The film is segmented into telling titles, including, Forget Morality, Collateral Damage, and One Man's Enemy is Another Man's Freedom Fighter. Moreh deftly interweaves interviews with the six talking heads, disturbing drones-eye-views of bombing sites, and archival footage from Israel's long struggle with the "peace process," including the hijacked bus incident that ended with Israeli security forces all but lynching a terrorist who'd already surrendered. Always candid, occasionally wryly funny or regretful, these kingpins of Israel's macho culture exude an iron-man magnetism.
Moreh's sources contend that the friction-generating Settlements were always illegal yet the government looked the other way -- and lest anyone get excited, it's the Shin Bet talking, not me. More than any Israeli leader, Yitzhak Rabin is exalted for advocating peace, a stance that cost him his life at the hands of a Jewish religious extremist -- "they are our own flesh and blood," marvels one interviewee. Many of these extremists are from the New York area, Moreh later told me.
Another segment discloses an insane plan by the religious Right to bomb the Islamic site The Dome of the Rock in Jerusalem, an act that would bring all the world's Muslims down on Israel. You could have heard a feather drop at the screening I attended. More than anything on current screens, this reveal conjures images of Armageddon.
Later a group of us met up with Moreh, who's big, lively, and huggy, at an intime dinner at the Atlantic Grill. Between courses he rushed over to Alice Tully Hall for the Q & A for "Gatekeepers," while ever-hungry writers downed oysters and sushi. When questioned about the drone POV shots that run like a sinister motif through the film, Moreh added, "You know, like the drones Americans use in Aghanistan."
Also joining the gathering was Rama Burstein, an American-born Israeli and director of "Fill the Void," along with lead actors, Hadas Yaron and Yiftach Klein. The first feature from Burstein, a member of Israel's Hasidic community, follows a young beauty from that sect whose marriage plans are upended when her beloved sister dies in childbirth. The delicately rendered scenes between the heroine and a potential spouse are all the more erotic for being chaste. On the basis of "Void" Burstein has been dubbed the Hasidic Jane Austen.
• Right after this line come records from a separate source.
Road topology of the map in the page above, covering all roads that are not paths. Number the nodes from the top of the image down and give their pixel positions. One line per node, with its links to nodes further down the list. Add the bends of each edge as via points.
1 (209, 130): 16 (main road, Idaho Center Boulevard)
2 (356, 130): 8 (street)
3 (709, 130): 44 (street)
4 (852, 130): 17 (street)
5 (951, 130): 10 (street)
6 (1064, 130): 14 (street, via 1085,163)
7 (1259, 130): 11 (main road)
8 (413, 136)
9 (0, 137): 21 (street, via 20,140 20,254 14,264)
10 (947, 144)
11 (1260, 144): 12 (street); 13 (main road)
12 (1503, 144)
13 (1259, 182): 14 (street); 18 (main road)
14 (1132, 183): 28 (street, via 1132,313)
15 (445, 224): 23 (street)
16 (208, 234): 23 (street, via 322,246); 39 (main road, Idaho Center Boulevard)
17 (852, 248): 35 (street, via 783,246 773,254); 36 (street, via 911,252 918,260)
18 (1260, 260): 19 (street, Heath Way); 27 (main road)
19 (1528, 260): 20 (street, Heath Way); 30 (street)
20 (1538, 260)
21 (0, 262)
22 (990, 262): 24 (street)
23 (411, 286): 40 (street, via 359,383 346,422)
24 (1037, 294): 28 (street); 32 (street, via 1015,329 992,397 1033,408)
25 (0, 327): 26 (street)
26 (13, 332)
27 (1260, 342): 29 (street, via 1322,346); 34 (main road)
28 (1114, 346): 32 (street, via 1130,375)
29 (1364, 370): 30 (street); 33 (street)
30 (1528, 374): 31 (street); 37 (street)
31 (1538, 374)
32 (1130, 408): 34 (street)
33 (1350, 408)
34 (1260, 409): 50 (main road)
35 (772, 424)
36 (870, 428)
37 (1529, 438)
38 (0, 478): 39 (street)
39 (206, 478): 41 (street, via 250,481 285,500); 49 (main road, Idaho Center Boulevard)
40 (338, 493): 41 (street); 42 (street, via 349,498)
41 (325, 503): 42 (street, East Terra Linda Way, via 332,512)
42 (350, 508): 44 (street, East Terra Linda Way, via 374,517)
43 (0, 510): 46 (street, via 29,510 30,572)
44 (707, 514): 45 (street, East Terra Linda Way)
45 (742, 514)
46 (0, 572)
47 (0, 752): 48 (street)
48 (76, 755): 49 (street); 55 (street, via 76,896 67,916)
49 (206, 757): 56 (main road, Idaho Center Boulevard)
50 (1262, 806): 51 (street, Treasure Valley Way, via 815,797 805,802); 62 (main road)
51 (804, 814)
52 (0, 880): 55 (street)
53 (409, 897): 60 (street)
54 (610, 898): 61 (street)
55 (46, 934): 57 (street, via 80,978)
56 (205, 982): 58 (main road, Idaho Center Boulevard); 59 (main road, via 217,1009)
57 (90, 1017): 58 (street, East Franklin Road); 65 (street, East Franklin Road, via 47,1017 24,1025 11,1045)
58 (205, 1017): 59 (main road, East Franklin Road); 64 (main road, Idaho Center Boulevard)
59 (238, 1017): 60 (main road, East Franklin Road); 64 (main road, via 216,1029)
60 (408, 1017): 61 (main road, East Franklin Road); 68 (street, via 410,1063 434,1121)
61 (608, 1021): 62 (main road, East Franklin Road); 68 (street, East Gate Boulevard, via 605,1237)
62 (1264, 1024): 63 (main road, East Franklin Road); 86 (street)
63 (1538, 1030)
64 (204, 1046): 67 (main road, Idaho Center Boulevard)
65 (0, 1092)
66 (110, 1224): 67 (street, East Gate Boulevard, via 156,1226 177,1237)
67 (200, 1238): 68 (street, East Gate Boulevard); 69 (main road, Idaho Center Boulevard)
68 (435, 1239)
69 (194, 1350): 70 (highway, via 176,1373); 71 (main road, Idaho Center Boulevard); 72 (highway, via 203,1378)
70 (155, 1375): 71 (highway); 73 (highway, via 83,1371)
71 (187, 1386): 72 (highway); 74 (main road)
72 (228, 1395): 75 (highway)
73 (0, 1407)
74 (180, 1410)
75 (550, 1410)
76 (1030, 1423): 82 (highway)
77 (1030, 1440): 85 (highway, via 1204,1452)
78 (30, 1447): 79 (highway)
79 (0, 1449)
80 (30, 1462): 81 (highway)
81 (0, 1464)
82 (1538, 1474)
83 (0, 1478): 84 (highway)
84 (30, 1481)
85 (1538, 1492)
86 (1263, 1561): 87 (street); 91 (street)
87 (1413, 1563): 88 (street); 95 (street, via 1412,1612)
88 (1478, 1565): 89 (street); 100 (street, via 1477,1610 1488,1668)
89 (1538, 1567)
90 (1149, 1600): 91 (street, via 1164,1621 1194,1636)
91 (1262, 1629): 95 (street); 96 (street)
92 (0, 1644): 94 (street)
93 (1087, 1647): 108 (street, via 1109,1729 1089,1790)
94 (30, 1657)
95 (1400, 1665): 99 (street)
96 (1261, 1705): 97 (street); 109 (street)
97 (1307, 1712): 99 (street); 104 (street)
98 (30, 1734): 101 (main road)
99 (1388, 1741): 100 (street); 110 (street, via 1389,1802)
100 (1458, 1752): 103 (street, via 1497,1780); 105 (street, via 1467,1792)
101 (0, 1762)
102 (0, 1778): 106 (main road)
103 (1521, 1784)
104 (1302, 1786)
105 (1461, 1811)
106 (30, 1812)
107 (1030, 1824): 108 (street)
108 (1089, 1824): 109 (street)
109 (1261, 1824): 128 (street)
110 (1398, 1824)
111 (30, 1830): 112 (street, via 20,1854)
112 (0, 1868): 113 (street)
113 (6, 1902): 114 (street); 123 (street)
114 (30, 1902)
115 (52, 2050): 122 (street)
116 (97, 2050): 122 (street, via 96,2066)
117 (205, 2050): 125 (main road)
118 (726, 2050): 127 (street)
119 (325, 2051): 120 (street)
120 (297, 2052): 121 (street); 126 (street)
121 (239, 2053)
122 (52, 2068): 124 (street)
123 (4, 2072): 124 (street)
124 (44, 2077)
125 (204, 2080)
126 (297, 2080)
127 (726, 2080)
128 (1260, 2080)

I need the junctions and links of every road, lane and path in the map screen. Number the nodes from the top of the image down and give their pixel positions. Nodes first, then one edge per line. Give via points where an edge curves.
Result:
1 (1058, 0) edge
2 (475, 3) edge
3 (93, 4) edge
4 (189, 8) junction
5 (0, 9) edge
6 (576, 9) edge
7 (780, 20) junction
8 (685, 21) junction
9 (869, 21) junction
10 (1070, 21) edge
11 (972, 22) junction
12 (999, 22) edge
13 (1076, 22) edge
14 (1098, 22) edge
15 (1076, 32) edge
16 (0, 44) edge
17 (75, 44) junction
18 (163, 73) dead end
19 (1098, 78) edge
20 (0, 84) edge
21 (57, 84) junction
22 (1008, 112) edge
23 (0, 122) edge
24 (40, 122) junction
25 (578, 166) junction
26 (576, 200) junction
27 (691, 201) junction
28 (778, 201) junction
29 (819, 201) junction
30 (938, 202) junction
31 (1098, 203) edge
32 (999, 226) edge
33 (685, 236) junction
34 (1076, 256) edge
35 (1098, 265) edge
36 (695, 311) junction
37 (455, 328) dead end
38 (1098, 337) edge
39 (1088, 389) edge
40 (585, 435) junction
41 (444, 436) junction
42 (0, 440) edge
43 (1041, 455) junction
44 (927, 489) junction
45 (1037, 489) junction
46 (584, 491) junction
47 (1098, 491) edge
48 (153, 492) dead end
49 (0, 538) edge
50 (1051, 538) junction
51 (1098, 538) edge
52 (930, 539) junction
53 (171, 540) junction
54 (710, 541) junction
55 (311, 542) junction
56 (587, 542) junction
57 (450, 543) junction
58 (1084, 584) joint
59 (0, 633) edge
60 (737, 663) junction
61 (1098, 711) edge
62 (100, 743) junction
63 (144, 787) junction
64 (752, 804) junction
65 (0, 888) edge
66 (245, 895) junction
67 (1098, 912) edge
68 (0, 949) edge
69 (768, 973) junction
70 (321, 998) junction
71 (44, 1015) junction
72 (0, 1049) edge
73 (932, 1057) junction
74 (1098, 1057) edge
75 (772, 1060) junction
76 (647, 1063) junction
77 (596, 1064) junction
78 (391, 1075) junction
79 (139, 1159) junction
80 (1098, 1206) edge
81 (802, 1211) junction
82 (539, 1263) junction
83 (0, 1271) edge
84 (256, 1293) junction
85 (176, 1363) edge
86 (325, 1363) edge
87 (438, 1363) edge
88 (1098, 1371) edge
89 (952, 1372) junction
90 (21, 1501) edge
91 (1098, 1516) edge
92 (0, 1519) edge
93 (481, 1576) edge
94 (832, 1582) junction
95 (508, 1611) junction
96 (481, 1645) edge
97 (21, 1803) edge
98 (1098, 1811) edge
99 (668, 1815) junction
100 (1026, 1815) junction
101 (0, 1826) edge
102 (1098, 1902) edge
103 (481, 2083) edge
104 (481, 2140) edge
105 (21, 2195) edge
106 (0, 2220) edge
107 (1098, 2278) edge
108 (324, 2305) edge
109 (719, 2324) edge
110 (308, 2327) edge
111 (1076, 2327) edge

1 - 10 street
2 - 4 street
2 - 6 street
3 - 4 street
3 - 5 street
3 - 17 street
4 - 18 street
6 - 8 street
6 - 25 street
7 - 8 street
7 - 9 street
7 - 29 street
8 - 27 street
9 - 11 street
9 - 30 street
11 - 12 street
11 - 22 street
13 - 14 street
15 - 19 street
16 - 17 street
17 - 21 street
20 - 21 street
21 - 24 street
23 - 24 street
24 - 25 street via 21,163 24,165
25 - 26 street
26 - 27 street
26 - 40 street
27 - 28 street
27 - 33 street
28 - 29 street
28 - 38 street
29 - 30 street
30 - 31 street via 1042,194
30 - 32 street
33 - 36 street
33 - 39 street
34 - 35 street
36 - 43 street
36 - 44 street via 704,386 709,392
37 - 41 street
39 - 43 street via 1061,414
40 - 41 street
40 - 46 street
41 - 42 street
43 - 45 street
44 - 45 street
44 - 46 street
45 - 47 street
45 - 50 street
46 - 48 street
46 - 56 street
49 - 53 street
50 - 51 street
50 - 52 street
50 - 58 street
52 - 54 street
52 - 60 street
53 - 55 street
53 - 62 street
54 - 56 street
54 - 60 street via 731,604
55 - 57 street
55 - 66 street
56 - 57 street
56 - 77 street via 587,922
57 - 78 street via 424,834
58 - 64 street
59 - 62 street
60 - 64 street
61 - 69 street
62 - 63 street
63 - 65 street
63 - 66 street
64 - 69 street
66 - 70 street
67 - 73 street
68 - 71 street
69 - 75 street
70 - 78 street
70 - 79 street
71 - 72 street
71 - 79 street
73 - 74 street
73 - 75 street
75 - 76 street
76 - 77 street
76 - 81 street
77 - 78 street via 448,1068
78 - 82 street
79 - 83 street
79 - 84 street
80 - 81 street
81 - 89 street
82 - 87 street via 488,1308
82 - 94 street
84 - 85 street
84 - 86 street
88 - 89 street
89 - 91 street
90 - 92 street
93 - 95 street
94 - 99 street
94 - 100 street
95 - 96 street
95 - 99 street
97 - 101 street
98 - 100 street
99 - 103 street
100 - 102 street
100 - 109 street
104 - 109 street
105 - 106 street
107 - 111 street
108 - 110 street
In fact, she arrived late at the dinner on account of, I think, Succoth. Asked how she managed to make a film given all the religious holidays, Burstein, who as a married woman covers her head, insisted it worked well for everyone to rest on the sabbath. Filmmaking is not that unusual an occupation among the orthodox because it's women, rather than men, who pursue the arts. I barely recognized Yiftach Klein, much the handsome leading man, who in the film is hidden behind sidelocks, bushy beard, and a tall fur hat.
Israel has quickly become an entertainment powerhouse that has given us In Treatment and the original Homeland, along with the two marvelous films that made the NYFF. We eagerly await the latest from Ari Folman. His Waltz with Bashir was also distributed by Sony Pictures Classics.